Loi relative à l'élection des sénateurs
Non conformité partielle

Les sénateurs soussignés demandent au Conseil constitutionnel de bien vouloir déclarer contraires à la Constitution les dispositions sousvisées du projet de loi relatif à l'élection des sénateurs, adoptées en dernière lecture par l'Assemblée nationale le 21 juin 2000 et ce sur la base de l'argumentation qui suit.

  1. La Constitution dans son article 24 pose trois principes en ce qui concerne le Sénat : il assume la représentation des collectivités territoriales, il est élu au suffrage indirect et il assure la représentation des français de l'étranger. Le dernier principe n'est pas affecté par la loi en cause ; par contre les deux premiers le sont.

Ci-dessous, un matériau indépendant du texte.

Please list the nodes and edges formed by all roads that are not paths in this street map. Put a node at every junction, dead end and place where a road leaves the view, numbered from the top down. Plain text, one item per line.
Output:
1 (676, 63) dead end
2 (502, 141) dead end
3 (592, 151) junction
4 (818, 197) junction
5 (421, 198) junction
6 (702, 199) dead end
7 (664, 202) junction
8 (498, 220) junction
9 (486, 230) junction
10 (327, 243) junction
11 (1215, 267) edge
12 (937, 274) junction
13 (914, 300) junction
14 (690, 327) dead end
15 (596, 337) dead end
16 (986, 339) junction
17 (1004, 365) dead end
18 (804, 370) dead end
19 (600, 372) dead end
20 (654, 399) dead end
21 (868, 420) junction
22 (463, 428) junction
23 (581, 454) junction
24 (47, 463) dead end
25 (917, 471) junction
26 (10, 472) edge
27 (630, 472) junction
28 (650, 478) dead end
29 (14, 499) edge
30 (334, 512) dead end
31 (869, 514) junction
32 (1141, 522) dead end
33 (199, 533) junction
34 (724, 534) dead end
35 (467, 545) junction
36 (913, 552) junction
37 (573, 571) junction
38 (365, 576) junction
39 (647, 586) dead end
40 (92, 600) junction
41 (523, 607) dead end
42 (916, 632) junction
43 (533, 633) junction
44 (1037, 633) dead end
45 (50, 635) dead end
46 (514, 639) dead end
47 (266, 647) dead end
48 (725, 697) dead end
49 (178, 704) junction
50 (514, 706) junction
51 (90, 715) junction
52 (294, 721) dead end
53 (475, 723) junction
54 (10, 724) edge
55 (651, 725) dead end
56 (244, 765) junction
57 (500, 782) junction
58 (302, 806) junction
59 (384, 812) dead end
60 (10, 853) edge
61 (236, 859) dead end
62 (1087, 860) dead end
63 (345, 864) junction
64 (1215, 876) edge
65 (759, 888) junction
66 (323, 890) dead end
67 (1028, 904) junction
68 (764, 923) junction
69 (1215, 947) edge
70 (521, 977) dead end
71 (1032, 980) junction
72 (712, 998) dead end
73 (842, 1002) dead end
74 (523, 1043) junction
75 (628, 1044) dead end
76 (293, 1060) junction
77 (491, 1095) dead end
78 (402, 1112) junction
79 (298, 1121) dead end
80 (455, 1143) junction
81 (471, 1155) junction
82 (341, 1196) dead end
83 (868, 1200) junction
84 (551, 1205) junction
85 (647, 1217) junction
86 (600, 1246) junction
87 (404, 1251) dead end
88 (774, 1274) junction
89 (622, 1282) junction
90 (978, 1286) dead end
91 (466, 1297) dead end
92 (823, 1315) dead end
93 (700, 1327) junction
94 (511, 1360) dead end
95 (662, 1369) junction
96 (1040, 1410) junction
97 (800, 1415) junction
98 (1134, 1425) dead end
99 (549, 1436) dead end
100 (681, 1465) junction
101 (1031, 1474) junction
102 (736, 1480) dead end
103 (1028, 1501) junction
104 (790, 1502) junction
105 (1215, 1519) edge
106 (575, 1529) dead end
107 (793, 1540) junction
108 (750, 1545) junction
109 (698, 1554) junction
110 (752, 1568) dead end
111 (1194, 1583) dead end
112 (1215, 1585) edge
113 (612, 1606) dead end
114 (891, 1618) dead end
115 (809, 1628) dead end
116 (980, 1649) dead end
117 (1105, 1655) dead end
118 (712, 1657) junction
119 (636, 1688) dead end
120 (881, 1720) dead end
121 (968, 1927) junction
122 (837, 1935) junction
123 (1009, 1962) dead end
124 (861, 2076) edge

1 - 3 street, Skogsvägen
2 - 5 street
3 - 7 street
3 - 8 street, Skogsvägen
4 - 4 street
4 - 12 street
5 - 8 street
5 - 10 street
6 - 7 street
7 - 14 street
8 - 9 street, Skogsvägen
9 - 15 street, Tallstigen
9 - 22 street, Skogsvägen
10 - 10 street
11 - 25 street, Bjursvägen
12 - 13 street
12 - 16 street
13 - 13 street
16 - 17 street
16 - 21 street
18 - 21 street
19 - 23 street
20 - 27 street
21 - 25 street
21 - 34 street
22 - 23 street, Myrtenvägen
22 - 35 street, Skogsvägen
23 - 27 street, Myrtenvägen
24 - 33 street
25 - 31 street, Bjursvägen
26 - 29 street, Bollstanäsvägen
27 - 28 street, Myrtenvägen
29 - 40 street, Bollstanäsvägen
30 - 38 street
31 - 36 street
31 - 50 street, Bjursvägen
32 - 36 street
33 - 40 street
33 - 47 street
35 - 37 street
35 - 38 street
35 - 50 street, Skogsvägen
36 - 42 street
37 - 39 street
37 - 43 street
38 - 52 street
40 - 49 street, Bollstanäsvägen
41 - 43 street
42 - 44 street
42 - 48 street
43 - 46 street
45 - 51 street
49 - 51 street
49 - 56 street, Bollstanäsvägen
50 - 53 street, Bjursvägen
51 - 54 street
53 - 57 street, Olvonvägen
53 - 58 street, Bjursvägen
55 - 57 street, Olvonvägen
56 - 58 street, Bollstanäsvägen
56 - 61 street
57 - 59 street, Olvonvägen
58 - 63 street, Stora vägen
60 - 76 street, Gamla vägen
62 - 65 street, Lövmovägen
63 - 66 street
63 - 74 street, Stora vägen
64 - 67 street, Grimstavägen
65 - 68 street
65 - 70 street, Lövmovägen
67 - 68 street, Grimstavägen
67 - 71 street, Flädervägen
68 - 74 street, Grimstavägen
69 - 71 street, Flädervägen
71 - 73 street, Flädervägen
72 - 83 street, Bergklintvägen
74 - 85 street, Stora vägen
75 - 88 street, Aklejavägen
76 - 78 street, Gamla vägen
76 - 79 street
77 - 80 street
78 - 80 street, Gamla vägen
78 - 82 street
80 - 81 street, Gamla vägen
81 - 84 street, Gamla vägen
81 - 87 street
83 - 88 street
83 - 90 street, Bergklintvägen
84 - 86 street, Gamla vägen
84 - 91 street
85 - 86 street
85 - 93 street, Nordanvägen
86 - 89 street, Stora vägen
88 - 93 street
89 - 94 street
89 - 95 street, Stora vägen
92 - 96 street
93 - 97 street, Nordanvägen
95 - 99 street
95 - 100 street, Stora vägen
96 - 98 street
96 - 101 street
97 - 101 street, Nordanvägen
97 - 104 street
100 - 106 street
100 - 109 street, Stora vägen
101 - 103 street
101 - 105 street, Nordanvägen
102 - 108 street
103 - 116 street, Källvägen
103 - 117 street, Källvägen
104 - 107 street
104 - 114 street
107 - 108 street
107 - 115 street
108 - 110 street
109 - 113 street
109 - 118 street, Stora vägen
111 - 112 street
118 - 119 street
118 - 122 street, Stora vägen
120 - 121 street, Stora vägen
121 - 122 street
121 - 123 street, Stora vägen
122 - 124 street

    I. La loi n'assure plus correctement la représentation des collectivités territoriales de la République.
  2. La seconde chambre a toujours eu dans l'histoire constitutionnelle française une mission différente de représentation par rapport à la première. Elle a sous les deux empires été essentiellement composée des gloires du régime ; sous la restauration et la monarchie de juillet elle comprenait l'élite héréditaire ou l'élite sociale ; à l'époque révolutionnaire les représentants des départements se composaient de trois catégories : les représentants de la population, les représentants du territoire et ceux de la fiscalité versée. Depuis la République, le Sénat ou le Conseil de la République ont toujours eu la mission d'assurer la représentation des collectivités territoriales de la République.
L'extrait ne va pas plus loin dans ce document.